Republican GOP Plan to Slash Funding for Medi-Cal and Reproductive Health will have Disastrous Consequences for Rural Communities
Republican plans to slash funding for reproductive health will have disastrous consequences for rural communities where access to care is already extremely limited.
“I consider it a death sentence to our community,” says Sarah Hutchinson, Senior Policy Coordinator at ACT for Women and Girls in the Central Valley. We not only have some of the state’s highest teen pregnancy rates, they are also battling spikes in sexually transmitted diseases (STD’s) including HIV and syphilis that are the highest the state’s seen in 25 years. “We have the highest rates of gonorrhea and chlamydia in the state. Syphilis is making a comeback. People are showing up at emergency rooms with full blown AIDS. Less access to testing and treatment could lead to an epidemic,” Hutchinson adds.
All of this stems from the GOP’s plans to defund Planned Parenthood and scale back Medicaid (Medi-Cal in California) which will make access to contraception, testing and education even harder to come by. More than half of the residents in the Central Valley qualify for Medi-Cal and/or subsidies through the Covered California exchange.
Republicans want to punish Planned Parenthood, but local economies will suffer the most by these proposals. Hutchinson’s organization works with marginalized communities in the Central Valley to fight for reproductive justice. Hutchinson says poverty, unemployment and lack of education are barriers to reducing the adolescent birth rate. Central Valley Counties have made progress in reducing teen births, but Kern County still has the highest rate in the state, Tulare and Madera – rank third and fourth highest, while Fresno County is sixth.
“Many of the young people we work with don’t have a car to get to a Planned Parenthood clinic. There is a Planned Parenthood in Visalia that is bare bones. It operates around 25 hours a week, and is about 30 minutes from our rural youth, but the fully funded clinic in Fresno is about 45-90 miles from residents in Tulare County. Young people often feel judged and shamed when they go to Federally Qualified Health Clinics (FQHC’s) and ask for birth control or testing.” Hutchinson also says the process of getting contraceptives at an FQHC can take up to three visits to the clinic; often teens will go for the first appointment but never follow up to get the contraception either because of fear or an inability to get back to the office.
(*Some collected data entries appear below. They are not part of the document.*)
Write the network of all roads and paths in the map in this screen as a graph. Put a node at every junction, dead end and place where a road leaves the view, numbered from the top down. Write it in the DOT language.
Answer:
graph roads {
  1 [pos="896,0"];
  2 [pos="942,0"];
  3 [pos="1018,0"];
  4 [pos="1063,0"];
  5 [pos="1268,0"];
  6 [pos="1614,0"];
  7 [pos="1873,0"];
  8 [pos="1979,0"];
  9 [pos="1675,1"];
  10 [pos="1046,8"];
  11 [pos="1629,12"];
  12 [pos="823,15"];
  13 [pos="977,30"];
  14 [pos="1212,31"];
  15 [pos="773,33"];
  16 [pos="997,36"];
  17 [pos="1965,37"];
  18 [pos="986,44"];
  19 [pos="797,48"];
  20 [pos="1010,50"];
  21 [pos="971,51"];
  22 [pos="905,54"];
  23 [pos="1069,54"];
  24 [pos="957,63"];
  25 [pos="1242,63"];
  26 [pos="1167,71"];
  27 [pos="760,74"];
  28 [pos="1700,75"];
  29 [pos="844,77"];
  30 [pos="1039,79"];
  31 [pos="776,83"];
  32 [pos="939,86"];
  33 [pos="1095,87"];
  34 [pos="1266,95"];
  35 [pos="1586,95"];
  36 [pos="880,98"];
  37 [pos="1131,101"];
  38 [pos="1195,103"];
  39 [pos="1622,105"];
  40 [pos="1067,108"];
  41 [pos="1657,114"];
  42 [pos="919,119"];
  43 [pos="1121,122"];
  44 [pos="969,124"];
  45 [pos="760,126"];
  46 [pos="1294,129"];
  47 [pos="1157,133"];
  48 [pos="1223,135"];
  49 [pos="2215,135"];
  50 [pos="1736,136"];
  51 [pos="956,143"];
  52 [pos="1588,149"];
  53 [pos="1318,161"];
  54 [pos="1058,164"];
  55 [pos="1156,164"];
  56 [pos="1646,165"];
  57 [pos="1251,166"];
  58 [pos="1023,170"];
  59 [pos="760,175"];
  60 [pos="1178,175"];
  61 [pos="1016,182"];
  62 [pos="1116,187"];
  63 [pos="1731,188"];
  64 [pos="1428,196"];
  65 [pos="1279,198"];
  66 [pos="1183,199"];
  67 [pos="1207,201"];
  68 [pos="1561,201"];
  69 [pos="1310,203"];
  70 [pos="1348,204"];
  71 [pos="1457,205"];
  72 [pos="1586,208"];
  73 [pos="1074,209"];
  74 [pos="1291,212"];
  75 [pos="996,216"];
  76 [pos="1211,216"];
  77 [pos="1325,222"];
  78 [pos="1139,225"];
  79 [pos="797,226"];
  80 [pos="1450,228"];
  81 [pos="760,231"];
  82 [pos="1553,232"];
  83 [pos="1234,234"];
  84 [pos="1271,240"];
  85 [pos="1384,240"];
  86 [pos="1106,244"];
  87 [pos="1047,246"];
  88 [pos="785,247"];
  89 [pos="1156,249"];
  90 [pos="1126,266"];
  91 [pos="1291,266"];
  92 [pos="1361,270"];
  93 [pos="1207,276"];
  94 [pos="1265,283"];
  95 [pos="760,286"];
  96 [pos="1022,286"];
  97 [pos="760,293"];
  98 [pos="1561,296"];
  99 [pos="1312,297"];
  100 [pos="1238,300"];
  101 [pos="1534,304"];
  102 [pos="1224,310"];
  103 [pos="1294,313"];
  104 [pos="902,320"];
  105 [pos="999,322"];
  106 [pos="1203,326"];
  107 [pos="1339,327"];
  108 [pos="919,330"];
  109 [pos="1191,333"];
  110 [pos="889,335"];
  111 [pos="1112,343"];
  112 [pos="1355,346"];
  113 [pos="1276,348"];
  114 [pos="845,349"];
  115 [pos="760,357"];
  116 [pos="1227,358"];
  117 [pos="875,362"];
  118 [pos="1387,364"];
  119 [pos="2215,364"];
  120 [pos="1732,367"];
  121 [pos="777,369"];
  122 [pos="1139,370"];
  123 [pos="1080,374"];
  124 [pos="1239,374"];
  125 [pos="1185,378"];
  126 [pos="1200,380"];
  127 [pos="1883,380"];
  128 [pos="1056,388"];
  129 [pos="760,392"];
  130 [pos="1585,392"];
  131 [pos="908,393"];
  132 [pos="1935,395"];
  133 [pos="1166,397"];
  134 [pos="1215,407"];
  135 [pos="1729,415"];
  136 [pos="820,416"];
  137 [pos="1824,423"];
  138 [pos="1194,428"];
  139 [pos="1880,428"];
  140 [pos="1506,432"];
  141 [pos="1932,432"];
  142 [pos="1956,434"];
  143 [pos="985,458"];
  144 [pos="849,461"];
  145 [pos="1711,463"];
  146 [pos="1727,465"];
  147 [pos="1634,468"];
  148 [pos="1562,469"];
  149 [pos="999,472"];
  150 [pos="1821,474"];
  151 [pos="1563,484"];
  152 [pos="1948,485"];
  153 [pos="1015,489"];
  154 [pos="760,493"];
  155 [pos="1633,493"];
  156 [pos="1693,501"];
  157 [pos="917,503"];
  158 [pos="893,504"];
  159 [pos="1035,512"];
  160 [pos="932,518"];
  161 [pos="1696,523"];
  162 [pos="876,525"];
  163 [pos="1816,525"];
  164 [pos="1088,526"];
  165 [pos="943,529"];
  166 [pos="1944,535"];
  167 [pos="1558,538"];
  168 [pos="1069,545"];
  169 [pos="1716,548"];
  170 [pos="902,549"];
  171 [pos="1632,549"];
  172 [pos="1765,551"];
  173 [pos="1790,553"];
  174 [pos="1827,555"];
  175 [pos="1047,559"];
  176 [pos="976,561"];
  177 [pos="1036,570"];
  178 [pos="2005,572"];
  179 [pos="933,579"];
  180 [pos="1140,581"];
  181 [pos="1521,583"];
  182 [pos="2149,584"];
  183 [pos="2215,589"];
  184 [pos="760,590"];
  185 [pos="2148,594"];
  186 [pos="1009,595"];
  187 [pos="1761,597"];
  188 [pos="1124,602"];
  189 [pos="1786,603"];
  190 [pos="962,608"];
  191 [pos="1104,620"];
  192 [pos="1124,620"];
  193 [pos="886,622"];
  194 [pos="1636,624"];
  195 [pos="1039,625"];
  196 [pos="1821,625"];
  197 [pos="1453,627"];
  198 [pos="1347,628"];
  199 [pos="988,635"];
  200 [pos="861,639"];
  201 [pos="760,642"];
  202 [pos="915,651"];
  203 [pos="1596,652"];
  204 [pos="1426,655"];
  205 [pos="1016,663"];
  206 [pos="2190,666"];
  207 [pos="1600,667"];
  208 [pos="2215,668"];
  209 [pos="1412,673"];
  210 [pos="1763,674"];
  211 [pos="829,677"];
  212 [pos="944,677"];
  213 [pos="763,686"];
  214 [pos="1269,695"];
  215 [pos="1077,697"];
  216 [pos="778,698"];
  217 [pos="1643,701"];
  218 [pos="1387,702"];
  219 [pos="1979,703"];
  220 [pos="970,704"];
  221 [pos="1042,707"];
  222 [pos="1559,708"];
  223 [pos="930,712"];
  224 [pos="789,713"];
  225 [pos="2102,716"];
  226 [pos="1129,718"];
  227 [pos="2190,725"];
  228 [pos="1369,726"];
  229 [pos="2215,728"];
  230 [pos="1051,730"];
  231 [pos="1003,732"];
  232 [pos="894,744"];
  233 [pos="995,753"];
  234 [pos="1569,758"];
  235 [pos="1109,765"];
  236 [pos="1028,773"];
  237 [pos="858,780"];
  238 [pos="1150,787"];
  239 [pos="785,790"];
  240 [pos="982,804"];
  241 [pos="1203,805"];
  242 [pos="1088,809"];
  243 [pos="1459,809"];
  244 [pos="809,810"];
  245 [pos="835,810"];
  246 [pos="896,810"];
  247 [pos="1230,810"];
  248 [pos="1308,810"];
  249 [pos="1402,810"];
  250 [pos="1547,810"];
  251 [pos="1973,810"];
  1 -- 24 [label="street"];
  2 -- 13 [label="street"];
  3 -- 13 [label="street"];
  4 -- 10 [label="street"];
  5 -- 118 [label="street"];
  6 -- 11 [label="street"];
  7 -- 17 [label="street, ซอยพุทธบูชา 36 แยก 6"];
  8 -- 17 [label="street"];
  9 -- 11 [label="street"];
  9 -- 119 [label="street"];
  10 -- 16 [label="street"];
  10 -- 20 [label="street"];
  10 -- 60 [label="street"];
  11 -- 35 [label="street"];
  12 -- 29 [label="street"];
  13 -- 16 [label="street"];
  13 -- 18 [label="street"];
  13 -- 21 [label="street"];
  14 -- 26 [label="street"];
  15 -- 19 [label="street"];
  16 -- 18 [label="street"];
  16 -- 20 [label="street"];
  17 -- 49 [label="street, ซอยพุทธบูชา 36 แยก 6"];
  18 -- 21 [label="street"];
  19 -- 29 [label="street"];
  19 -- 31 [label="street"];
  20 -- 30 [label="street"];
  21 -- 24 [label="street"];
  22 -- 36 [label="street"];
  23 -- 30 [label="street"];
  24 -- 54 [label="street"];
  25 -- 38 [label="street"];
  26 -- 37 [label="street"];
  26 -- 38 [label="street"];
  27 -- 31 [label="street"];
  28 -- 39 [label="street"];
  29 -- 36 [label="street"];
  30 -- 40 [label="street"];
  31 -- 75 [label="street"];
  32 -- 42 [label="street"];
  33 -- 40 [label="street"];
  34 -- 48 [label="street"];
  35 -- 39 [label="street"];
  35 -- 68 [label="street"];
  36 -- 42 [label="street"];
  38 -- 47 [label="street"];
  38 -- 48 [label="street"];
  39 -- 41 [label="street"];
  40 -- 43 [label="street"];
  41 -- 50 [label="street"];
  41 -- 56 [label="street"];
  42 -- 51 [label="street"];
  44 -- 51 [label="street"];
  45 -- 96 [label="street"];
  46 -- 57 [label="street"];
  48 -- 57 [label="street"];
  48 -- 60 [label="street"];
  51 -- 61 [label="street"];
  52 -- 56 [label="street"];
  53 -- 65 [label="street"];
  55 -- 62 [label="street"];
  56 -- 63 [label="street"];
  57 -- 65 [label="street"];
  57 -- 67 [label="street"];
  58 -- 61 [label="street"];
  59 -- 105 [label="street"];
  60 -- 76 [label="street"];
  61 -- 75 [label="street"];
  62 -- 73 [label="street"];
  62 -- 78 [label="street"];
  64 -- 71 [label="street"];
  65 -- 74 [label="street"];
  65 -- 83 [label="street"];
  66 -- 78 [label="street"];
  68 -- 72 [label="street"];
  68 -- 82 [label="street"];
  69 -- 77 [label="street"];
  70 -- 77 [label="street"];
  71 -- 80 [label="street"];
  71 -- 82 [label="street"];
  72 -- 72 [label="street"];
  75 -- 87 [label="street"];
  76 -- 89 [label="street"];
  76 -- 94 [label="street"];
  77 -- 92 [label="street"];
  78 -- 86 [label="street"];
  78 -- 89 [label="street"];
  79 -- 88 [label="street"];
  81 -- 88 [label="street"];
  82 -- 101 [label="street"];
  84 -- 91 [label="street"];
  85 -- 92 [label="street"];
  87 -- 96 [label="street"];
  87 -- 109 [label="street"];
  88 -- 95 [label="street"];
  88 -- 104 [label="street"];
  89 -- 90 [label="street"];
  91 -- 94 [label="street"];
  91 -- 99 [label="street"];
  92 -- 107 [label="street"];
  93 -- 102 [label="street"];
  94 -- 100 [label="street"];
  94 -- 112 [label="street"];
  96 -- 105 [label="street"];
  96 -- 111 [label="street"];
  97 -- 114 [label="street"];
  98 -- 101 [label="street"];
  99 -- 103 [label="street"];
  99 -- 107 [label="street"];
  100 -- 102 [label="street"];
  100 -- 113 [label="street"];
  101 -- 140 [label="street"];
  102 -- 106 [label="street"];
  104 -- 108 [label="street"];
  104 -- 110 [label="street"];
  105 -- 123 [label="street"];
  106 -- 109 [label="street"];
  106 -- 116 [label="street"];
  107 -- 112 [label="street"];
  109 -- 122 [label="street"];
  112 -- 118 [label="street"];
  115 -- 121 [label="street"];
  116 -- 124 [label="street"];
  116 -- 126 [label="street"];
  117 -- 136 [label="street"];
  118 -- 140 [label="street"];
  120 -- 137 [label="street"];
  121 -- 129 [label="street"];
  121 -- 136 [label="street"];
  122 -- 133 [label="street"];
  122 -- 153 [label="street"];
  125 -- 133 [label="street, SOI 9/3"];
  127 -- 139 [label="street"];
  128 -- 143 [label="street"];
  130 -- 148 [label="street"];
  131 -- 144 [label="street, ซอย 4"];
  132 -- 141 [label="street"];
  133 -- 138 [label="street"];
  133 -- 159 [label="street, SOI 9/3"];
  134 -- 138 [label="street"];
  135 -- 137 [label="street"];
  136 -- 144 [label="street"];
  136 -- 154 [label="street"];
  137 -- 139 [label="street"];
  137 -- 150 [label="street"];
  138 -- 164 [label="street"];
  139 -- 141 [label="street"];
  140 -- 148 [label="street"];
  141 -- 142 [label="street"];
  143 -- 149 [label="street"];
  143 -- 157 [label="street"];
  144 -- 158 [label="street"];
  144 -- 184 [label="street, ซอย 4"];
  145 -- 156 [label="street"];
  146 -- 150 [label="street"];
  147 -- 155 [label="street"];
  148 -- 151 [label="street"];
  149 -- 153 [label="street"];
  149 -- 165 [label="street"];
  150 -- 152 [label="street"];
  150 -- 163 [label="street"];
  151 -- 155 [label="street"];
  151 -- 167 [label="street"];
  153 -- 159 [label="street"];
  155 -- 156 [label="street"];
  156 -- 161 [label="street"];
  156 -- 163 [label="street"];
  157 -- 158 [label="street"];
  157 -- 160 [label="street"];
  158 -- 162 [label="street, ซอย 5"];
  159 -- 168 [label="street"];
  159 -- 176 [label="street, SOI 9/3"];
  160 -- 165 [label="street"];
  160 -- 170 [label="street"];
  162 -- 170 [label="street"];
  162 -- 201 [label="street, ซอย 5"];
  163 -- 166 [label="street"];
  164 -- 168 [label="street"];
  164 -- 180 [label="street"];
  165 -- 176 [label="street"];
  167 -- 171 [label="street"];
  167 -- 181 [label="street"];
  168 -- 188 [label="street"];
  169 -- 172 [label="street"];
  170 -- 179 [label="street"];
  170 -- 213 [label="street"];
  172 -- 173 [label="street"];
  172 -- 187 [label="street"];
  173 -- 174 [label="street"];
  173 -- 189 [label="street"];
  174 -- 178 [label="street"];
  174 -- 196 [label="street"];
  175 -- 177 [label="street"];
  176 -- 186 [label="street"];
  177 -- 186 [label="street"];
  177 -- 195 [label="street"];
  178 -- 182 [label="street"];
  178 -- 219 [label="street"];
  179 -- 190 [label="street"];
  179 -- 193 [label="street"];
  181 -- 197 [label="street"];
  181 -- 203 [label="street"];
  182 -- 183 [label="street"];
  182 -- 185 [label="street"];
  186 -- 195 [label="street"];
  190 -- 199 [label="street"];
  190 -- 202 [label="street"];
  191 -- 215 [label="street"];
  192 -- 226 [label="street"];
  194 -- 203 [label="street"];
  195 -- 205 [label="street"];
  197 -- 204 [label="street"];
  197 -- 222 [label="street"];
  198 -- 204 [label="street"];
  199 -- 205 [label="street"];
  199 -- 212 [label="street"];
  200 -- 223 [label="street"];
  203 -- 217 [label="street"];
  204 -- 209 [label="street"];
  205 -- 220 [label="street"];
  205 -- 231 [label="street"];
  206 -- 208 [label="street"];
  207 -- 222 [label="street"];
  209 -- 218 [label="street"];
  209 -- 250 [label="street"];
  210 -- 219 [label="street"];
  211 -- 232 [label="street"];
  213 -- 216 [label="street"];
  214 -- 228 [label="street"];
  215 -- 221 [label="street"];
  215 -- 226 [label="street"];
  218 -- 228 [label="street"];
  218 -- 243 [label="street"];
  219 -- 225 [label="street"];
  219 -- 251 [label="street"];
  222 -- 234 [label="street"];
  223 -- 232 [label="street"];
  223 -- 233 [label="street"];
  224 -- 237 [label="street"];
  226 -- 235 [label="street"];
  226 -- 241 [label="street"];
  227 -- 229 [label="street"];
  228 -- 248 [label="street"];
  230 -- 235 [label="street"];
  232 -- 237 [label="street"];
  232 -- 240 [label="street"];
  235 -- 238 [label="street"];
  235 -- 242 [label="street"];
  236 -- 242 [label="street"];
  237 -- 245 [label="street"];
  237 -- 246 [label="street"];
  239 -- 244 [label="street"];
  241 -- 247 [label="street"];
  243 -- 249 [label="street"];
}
A recent study shows abortion rates are at their lowest rate in history, and researchers believe that free and easy access to contraceptives through the Affordable Care Act is probably the reason for the lower rates of unintended pregnancy. The number of women of reproductive age who were uninsured dropped by a third between 2013 and 2015, according to Adam Sonfield, a senior policy manager of the Guttmacher Institute.
“Three-quarters of all public dollars for family planning come from Medicaid,” Sonfield said. “Half of all births in this country are covered by Medicaid, including two-thirds of all unplanned births. So you start making major changes to Medicaid, the way they’re planning to do, and the implications for reproductive health are extreme.”
In the Central Valley, GOP efforts to defund Planned Parenthood and dismantle Medicaid would mean steady progress towards education, testing and treatment will be reversed. In California, almost a quarter of women who receive Medi-Cal are of reproductive age, and more than half the births through 2013 were Medi-Cal recipients according to the California Department of Health Services.
For now, Republican plans to defund Planned Parenthood have stalled, but lawmakers are expected to revisit the topic at the end of April.
“We will see a dramatic loss in services that are already insufficient” Hutchinson says. “The majority of our youth who have immigrant family members don’t have access to health care. We don’t know if the state will be able to come in and pick up the slack. In a community where silent killers like Syphilis are making a comeback, this is not the time to be taking steps backward. Everyone will be affected.”